Bien sûr, des événements imprévus survenaient fréquemment en guerre, il n'était donc pas toujours possible de compléter tout le processus. En cas d'urgence, il fallait s'adapter spontanément.

Quant à la situation présente, ce n'était certainement pas une urgence.

Après avoir complété le processus, le capitaine du Flamme-de-Fureur, un général de division de la Marine, évalua la situation, participa à la planification et passa à l'action personnelle.

Le « Flamme-de-Fureur » partit avec trois croiseurs, vingt-neuf navires de taille petite et moyenne, escortant une flotte de transport.

Ils se déguisèrent comme faisant partie de la flotte de transport et simularent une fuite de leurs informations de Langage Stellaire.

Alors qu'ils traversaient le Tunnel du Royaume Stellaire de Yuehe VII, l'ennemi mordit à l'hameçon.

Quelques destroyers de la Princesse, pensant avoir attrapé leur proie, bondirent.

Puis, ils furent horrifiés de voir la longue et gracieuse silhouette du « Flamme-de-Fureur ».
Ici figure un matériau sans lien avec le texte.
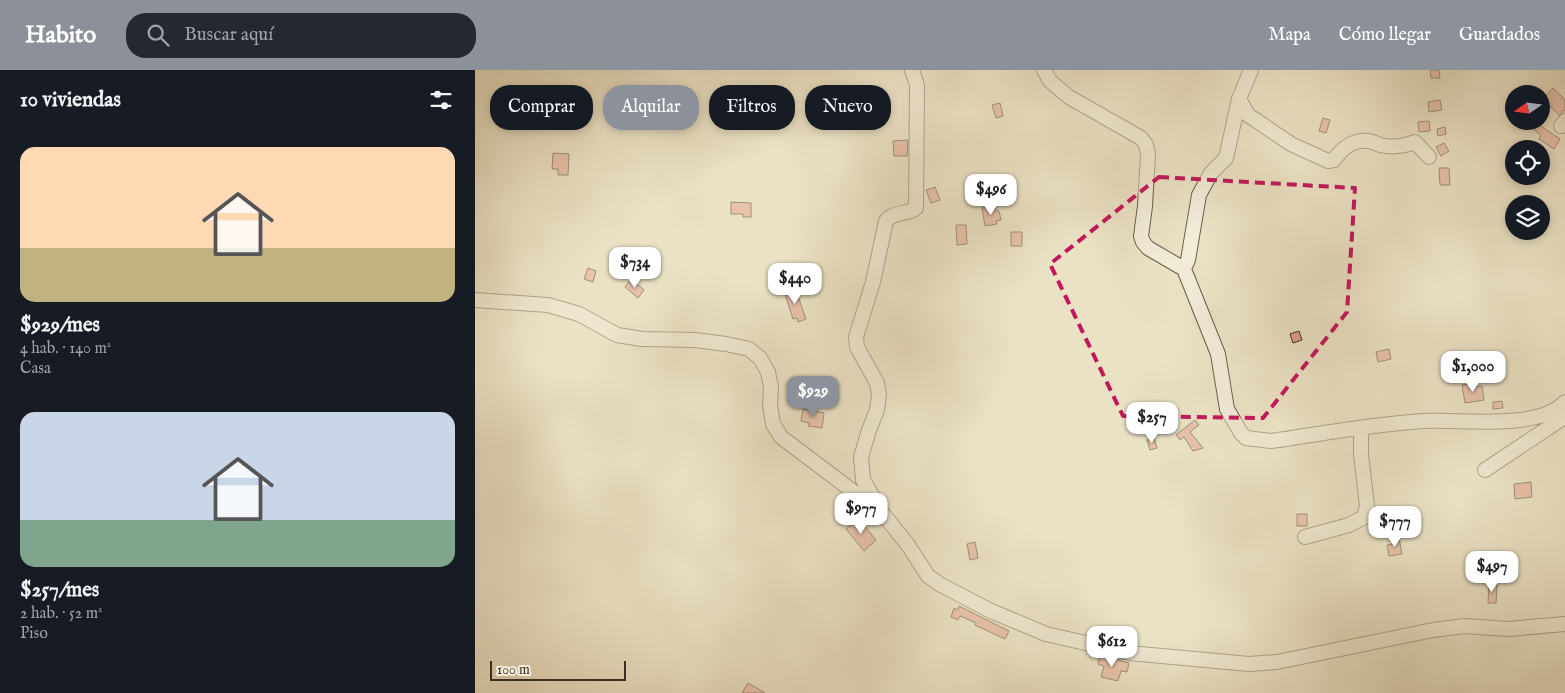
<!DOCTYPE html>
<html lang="es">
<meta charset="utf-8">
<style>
:root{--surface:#171b24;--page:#242831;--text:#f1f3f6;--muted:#9ea1a6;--accent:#8c9099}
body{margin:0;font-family:"IM FELL English",serif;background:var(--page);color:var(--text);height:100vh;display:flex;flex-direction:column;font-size:19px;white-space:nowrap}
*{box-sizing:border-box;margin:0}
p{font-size:16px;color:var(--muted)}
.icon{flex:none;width:28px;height:28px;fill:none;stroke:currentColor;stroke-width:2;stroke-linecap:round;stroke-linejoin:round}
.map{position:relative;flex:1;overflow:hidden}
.side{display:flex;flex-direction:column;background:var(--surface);width:475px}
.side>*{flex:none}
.guide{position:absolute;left:15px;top:15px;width:475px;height:45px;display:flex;gap:10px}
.needle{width:32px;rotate:256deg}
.fabs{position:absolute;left:1030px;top:15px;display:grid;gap:10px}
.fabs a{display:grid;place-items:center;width:45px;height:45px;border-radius:50%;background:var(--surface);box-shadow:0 2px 8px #0003;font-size:25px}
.scale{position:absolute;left:15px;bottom:12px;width:136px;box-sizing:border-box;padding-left:5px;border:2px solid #3d3022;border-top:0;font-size:14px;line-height:18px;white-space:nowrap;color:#3d3022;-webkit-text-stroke:4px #f2ecd9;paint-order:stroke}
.price{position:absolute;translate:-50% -42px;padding:0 11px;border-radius:10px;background:#fff;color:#222;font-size:16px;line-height:32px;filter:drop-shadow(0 1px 2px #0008)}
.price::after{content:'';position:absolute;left:50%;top:30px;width:15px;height:11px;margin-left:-8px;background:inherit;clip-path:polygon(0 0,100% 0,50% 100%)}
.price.current{background:var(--accent);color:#fff}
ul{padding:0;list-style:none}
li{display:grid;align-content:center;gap:10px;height:265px;padding:0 20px}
li span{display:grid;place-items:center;height:155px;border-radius:15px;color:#555}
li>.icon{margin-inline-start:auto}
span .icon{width:90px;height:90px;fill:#fffc;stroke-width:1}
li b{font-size:21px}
h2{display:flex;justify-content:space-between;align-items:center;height:60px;padding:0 20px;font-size:21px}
.tag{padding:0 18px;border-radius:20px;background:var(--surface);box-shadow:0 2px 8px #0003;font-size:18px;line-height:45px}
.tag.current{background:var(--accent);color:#fff}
header{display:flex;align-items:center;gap:30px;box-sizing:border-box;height:70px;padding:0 25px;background:var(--accent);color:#fff}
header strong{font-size:24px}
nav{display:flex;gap:28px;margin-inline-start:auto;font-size:18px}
.search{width:350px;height:45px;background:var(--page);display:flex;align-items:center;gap:12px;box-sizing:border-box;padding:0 18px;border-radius:20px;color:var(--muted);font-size:19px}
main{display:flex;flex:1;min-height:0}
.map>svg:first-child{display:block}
.building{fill:#e49d8a;stroke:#3d3022}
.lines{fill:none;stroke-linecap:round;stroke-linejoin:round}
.minor-casing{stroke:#685c4b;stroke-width:16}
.minor{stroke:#f2ecd9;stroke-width:14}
.marked{fill:none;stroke:#c2185b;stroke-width:4;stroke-dasharray:10 6;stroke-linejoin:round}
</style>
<header>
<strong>Habito</strong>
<div class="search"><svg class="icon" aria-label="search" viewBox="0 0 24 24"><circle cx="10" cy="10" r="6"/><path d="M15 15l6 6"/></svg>Buscar aquí</div>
<nav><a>Mapa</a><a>Cómo llegar</a><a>Guardados</a></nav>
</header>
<main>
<section class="side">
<h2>10 viviendas<svg class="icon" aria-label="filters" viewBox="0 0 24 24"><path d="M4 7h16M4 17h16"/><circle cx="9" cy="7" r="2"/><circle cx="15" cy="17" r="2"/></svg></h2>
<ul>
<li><span style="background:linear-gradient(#ffd9b3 65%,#c2b280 0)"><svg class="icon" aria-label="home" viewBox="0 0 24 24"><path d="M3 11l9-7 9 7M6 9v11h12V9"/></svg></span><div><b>$929/mes</b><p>4 hab. · 140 m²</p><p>Casa</p></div></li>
<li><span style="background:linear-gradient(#c9d6e8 70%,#7fa58c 0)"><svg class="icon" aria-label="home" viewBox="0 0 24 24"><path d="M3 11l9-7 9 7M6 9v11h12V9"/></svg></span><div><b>$257/mes</b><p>2 hab. · 52 m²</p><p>Piso</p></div></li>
</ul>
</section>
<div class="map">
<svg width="1090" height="623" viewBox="0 0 1090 623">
<rect width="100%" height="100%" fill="#ebe2c5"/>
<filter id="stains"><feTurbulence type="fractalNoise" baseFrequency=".004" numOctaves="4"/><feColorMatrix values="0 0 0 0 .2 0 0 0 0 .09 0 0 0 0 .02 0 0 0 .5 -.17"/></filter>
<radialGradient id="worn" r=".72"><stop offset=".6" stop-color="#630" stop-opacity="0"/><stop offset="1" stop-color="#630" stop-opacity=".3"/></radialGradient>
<path class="building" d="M955 0H964L965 8H956Z
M1078 18 1090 30V40L1084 45 1068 29Z
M374 19 390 30 381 43 377 40 372 47 365 43 366 40 361 37Z
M965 30 967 40 954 42 953 32Z
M525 33 528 46 521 48 517 35Z
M848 48 855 50 851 63 844 61Z
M954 51 955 61 944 62 943 52Z
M1063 54 1085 69 1079 79 1064 69 1066 65 1059 60Z
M970 57 971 64 963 66 962 59Z
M433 70 432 86H419L418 71Z
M969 73 974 81 966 86 961 77Z
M78 83 94 84 93 105H83V99H77Z
M964 98H974L975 115H965Z
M460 117 465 130 456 133 451 120Z
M256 132 276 133V147H268V144H256Z
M520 136 521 141H524L526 150 521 151 522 154 510 156 507 138Z
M481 155H491L492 174 482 175Z
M536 162H547V176H536Z
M113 198 121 201 118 212 109 209Z
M155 211 161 216 162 214 169 220 163 228 150 217Z
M320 218 331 249 323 252 322 248 318 249 309 221Z
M824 261 827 270 818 273 815 264Z
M914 279 916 289 903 292 901 282Z
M1001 313 1002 317 1007 316 1009 330 990 333 987 315Z
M1027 331 1028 338 1018 339V332Z
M328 339 349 343 347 358 333 356 334 353 326 351Z
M720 350 724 355 715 362 728 378 718 381 709 367 705 370 701 365Z
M679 368 682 378 675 380 672 370Z
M1056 412 1057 427 1040 429 1039 414Z
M822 444H832V456H822Z
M384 449 401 470 389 481 371 459Z
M924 468 927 484 914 486 912 475 918 474 917 469Z
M500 472 503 488 495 490 492 474Z
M1014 513 1022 514 1021 533H1013Z
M484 536 534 561 530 569 500 555 501 553 485 546 483 550 476 547 479 538 483 540Z
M625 585 654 593 652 602 646 601 643 611 626 607 629 596 623 594Z
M273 613 290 623H267Z"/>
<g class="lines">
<defs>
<path id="minor" d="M569 0 575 11 594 27 666 68 671 75 673 84 670 136 666 166 668 172 673 178 709 199
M776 0 764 29 751 88 736 103 724 125 713 190 709 199 743 284 752 339 766 363 771 368 796 371C846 364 898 354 948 351 986 349 1062 361 1090 332
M764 29 773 45 816 74 853 91 859 90C867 78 879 69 894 71 898 72 902 74 905 75 917 78 929 76 940 72L954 87
M1086 56 1090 51
M0 230 73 235 104 244 142 265 167 269 220 270 251 274 274 279 285 288 293 302 296 317 295 335 298 354 306 367 408 444 433 475 453 506 466 515 516 541 571 564 654 583 774 594 802 592 958 560 989 556 1033 559 1090 554
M1010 400 1085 350 1088 345 1085 337
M405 439 388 410 386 387 394 360 402 340 404 324 402 313 382 277 381 267 398 212 411 151C419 141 432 145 441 138L442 15 437 0
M830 467 874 455 889 447 892 436 886 385V359"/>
</defs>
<use href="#minor" class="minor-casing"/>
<use href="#minor" class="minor"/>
</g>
<path d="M0 0H1090V623H0ZM684 107 880 118 872 242 788 348 648 346 575 194Z" fill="#ebe2c5" fill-opacity=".55" fill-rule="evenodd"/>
<path class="marked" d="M684 107 880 118 872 242 788 348 648 346 575 194Z"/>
<rect width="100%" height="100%" filter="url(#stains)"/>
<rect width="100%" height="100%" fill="url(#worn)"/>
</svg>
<div class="fabs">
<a><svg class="needle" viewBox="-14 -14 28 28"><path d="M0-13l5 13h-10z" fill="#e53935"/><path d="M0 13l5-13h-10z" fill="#9ea1a6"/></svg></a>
<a><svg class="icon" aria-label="locate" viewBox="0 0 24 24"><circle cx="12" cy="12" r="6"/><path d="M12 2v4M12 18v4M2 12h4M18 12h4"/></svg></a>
<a><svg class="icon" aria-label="layers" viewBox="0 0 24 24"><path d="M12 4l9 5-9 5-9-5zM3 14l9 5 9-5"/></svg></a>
</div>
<div class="scale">100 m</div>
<b class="price" style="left:516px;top:146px">$496</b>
<b class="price" style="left:160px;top:219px">$734</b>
<b class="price" style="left:320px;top:235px">$440</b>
<b class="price" style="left:998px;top:323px">$1,000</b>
<b class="price current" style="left:338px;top:348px">$929</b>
<b class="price" style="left:677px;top:374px">$257</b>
<b class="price" style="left:386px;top:465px">$977</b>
<b class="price" style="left:920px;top:478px">$777</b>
<b class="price" style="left:1017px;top:523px">$497</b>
<b class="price" style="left:637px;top:598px">$612</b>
<div class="guide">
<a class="tag">Comprar</a>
<a class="tag current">Alquilar</a>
<a class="tag">Filtros</a>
<a class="tag">Nuevo</a>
</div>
</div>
</main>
Les navires de la Princesse, terrifiés, firent demi-tour et s'enfuirent.

Mais avec la proie accrochée, la première apparition du Flamme-de-Fureur refusa catégoriquement de la lâcher.

Un cuirassé typique n'aurait peut-être pas rattrapé un ennemi décidé à fuir.

Mais le croiseur de bataille de classe Saint-Graal à grande vitesse n'était certainement pas du genre maladroit.